[Collected data]
********

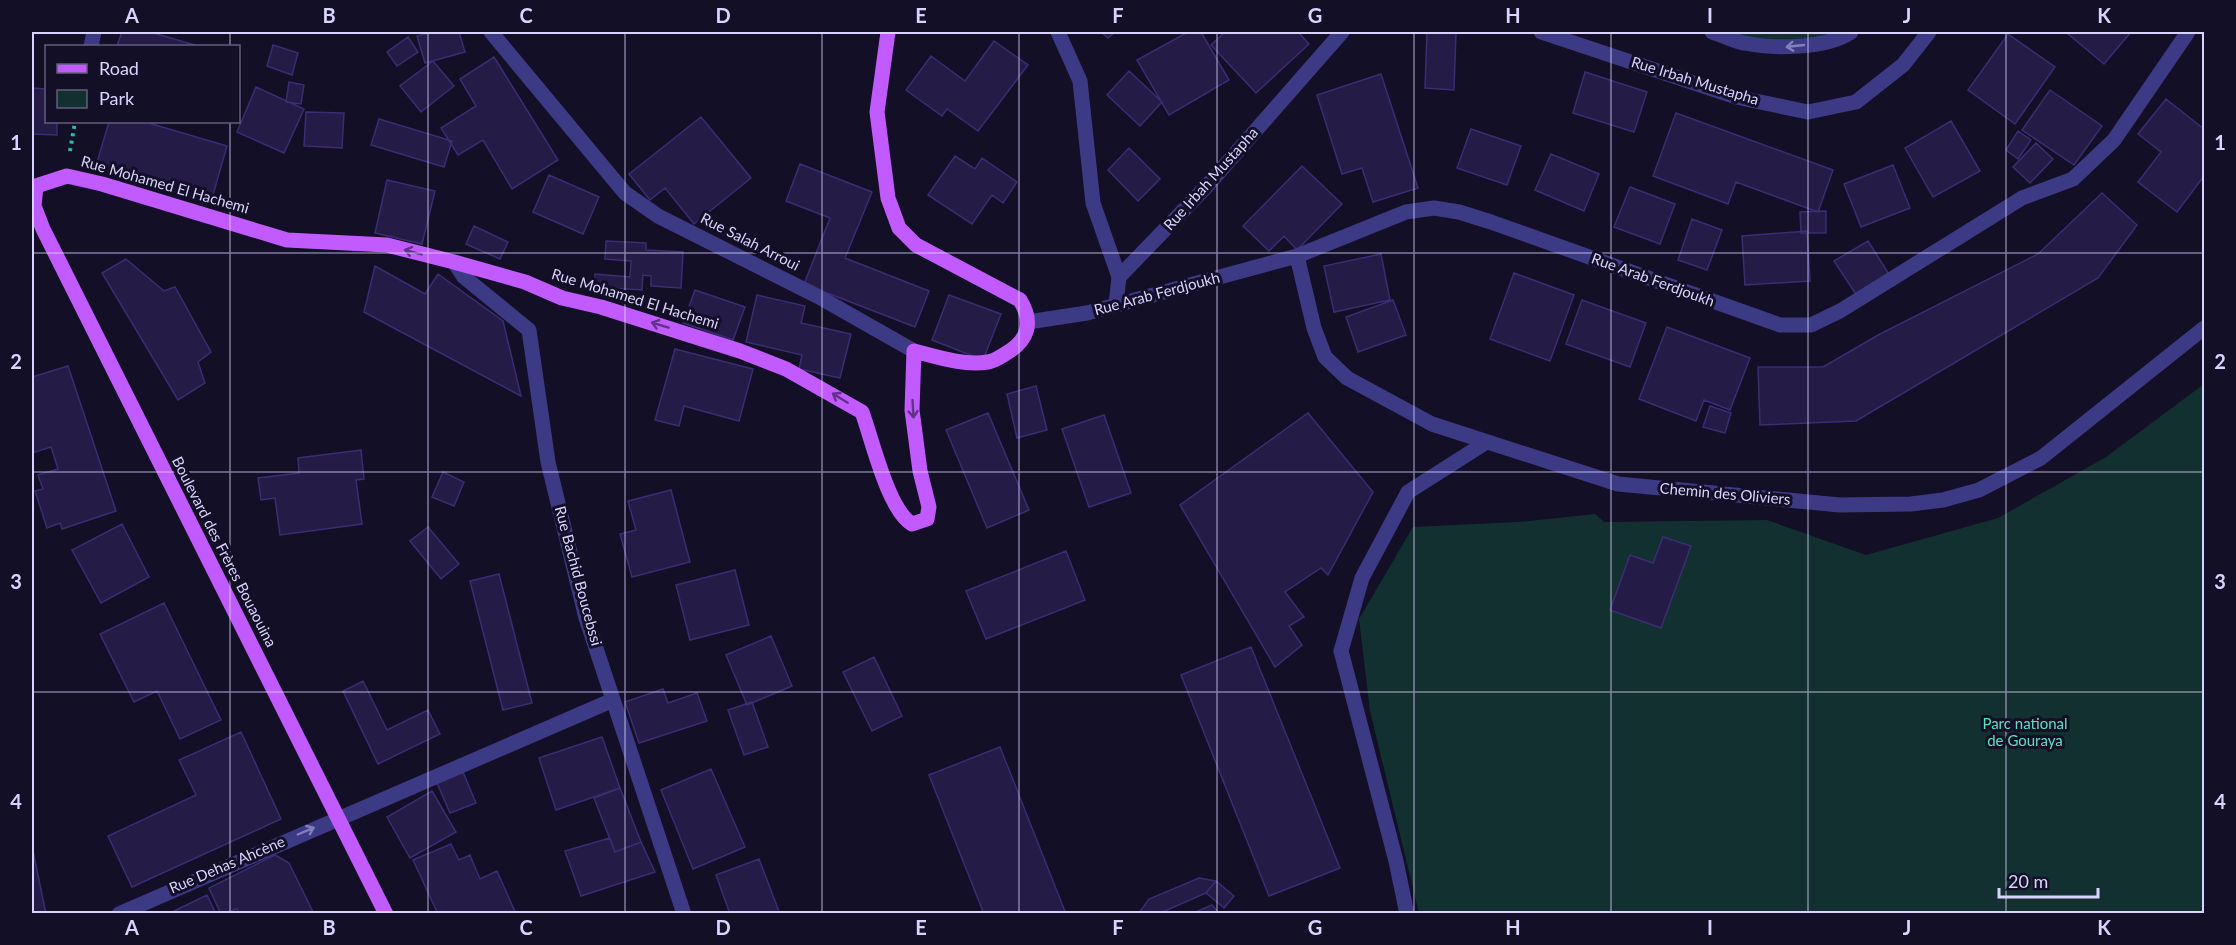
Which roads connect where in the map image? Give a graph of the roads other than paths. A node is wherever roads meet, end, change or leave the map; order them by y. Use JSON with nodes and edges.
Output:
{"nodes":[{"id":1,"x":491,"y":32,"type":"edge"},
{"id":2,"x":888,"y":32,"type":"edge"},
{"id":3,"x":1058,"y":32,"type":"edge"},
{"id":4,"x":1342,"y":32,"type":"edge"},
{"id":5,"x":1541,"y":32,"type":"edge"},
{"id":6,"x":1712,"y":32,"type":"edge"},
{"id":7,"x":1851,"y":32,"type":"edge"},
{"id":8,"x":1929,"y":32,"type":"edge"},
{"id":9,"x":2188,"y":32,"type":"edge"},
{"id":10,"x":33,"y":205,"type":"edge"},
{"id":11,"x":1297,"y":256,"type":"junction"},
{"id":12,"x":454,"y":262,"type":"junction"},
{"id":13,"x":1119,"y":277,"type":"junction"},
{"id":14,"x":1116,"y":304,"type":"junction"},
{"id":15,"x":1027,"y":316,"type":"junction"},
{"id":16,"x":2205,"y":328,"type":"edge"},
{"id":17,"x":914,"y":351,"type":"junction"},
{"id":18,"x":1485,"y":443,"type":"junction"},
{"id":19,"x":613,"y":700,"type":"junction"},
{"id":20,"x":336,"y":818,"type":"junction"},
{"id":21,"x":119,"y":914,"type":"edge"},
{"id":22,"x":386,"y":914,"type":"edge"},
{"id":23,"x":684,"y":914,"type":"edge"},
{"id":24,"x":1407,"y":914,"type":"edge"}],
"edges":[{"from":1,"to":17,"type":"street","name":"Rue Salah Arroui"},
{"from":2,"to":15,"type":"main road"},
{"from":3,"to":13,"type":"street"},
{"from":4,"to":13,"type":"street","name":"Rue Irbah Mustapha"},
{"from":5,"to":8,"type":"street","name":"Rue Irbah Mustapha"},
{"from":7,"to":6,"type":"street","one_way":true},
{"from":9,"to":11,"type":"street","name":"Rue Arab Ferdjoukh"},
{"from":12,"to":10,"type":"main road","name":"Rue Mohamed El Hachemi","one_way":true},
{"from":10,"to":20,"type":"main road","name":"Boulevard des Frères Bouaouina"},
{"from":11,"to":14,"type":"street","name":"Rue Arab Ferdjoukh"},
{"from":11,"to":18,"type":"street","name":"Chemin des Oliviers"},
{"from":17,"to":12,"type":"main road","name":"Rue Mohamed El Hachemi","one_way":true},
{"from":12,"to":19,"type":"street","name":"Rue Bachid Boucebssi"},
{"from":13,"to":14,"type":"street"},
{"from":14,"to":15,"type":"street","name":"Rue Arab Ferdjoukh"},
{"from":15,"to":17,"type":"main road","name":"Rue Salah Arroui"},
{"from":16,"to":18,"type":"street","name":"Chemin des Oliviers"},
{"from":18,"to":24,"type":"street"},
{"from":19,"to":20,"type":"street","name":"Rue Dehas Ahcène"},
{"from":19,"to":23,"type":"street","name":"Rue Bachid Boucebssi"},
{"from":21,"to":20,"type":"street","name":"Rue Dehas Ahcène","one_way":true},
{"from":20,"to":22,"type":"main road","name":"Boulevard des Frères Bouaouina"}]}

********

Each of the lines above should be transcribed exactly; no image is to be copied.

Finished task:
Which roads connect where in the map image? Give a graph of the roads other than paths. A node is wherever roads meet, end, change or leave the map; order them by y. Use JSON with nodes and edges.
Output:
{"nodes":[{"id":1,"x":491,"y":32,"type":"edge"},
{"id":2,"x":888,"y":32,"type":"edge"},
{"id":3,"x":1058,"y":32,"type":"edge"},
{"id":4,"x":1342,"y":32,"type":"edge"},
{"id":5,"x":1541,"y":32,"type":"edge"},
{"id":6,"x":1712,"y":32,"type":"edge"},
{"id":7,"x":1851,"y":32,"type":"edge"},
{"id":8,"x":1929,"y":32,"type":"edge"},
{"id":9,"x":2188,"y":32,"type":"edge"},
{"id":10,"x":33,"y":205,"type":"edge"},
{"id":11,"x":1297,"y":256,"type":"junction"},
{"id":12,"x":454,"y":262,"type":"junction"},
{"id":13,"x":1119,"y":277,"type":"junction"},
{"id":14,"x":1116,"y":304,"type":"junction"},
{"id":15,"x":1027,"y":316,"type":"junction"},
{"id":16,"x":2205,"y":328,"type":"edge"},
{"id":17,"x":914,"y":351,"type":"junction"},
{"id":18,"x":1485,"y":443,"type":"junction"},
{"id":19,"x":613,"y":700,"type":"junction"},
{"id":20,"x":336,"y":818,"type":"junction"},
{"id":21,"x":119,"y":914,"type":"edge"},
{"id":22,"x":386,"y":914,"type":"edge"},
{"id":23,"x":684,"y":914,"type":"edge"},
{"id":24,"x":1407,"y":914,"type":"edge"}],
"edges":[{"from":1,"to":17,"type":"street","name":"Rue Salah Arroui"},
{"from":2,"to":15,"type":"main road"},
{"from":3,"to":13,"type":"street"},
{"from":4,"to":13,"type":"street","name":"Rue Irbah Mustapha"},
{"from":5,"to":8,"type":"street","name":"Rue Irbah Mustapha"},
{"from":7,"to":6,"type":"street","one_way":true},
{"from":9,"to":11,"type":"street","name":"Rue Arab Ferdjoukh"},
{"from":12,"to":10,"type":"main road","name":"Rue Mohamed El Hachemi","one_way":true},
{"from":10,"to":20,"type":"main road","name":"Boulevard des Frères Bouaouina"},
{"from":11,"to":14,"type":"street","name":"Rue Arab Ferdjoukh"},
{"from":11,"to":18,"type":"street","name":"Chemin des Oliviers"},
{"from":17,"to":12,"type":"main road","name":"Rue Mohamed El Hachemi","one_way":true},
{"from":12,"to":19,"type":"street","name":"Rue Bachid Boucebssi"},
{"from":13,"to":14,"type":"street"},
{"from":14,"to":15,"type":"street","name":"Rue Arab Ferdjoukh"},
{"from":15,"to":17,"type":"main road","name":"Rue Salah Arroui"},
{"from":16,"to":18,"type":"street","name":"Chemin des Oliviers"},
{"from":18,"to":24,"type":"street"},
{"from":19,"to":20,"type":"street","name":"Rue Dehas Ahcène"},
{"from":19,"to":23,"type":"street","name":"Rue Bachid Boucebssi"},
{"from":21,"to":20,"type":"street","name":"Rue Dehas Ahcène","one_way":true},
{"from":20,"to":22,"type":"main road","name":"Boulevard des Frères Bouaouina"}]}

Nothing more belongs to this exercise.